Module 4: Performing Place – 30 credits

In this final taught module, students will develop their own community-based active, physical practice that can be used to help communities embrace their own connections with place through direct action and corporeal engagement. Examples could include: developing a community walking group, starting a meditation practice for a local gardening group, adding an element of ecological education to an existing athletic event, developing and deploying ways to challenge ableist conceptions of physical activity.

Module 5: Dissertation or Final Project – 60 credits

An individual project.

Session 1 (June 2021)

Module 1: Movement and Mind 30 credits
Module 2: Ecology and Embodiment 30 credits

Session 2 (September/October 2021)

Module 3: Mediating Boundaries 30 credits Module 4: Performing Place 30 credits


Session 3 (January/February 2022)

Module 5: Dissertation/Final Project 60 credits


Dr Pavel Cenkl

Pavel has worked for more than two decades in higher education in America and has always been drawn to colleges and universities whose curriculum fully integrates learning with practice and thinking with embodiment.

Having taught and served as Dean for nearly 15 years at Vermont’s Sterling College, Pavel brings a depth of experience to Schumacher College’s unique approach to experiential learning. While pursuing research in ecologically-minded curriculum design and teaching courses in environmental philosophy, Pavel is also a passionate endurance and adventure runner.

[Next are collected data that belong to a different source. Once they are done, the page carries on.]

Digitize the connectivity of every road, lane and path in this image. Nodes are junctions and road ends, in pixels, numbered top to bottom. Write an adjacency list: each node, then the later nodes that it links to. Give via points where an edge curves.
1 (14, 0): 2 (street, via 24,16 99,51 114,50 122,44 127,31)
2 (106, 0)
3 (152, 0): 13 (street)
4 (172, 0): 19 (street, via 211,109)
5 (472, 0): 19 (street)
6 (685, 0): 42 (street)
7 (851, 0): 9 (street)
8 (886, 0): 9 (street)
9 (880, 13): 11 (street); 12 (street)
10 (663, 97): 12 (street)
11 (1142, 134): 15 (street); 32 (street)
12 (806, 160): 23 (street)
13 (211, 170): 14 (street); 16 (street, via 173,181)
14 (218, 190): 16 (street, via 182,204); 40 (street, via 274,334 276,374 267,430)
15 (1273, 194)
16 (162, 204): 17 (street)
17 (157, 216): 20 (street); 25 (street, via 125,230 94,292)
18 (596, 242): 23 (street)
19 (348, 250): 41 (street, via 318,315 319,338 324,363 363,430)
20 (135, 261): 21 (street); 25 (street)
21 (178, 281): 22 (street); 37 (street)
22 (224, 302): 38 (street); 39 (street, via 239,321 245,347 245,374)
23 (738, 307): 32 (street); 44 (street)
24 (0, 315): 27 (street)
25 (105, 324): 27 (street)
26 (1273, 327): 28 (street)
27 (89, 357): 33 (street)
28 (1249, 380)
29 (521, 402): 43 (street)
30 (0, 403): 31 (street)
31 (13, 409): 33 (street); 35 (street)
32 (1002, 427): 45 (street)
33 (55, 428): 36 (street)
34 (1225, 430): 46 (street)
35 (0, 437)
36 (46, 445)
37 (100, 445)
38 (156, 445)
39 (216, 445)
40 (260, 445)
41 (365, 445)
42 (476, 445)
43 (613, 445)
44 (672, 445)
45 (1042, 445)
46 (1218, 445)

Over the past five years through a project called Climate Run, Pavel has covered hundreds of miles in the Arctic and subarctic on foot in order to bring attention to the connections between our bodies and the more-than-human world in the face of a rapidly changing climate.

Pavel holds a Ph.D. in English and is the author of many articles, chapters, and two books: Nature and Culture in the Northern Forest: Region, Heritage, and Environment in the Rural Northeast. Iowa City: University of Iowa Press, 2010; and This Vast Book of Nature: Writing the Landscape of New Hampshire's White Mountains, 1784-1911. Iowa City: University of Iowa Press, 2006. He is currently working on a book titled Resilience in the North: Adventure, Endurance, and the Limits of the Human, which threads together personal narrative and observation with environmental philosophy and reflections on what it means to be human.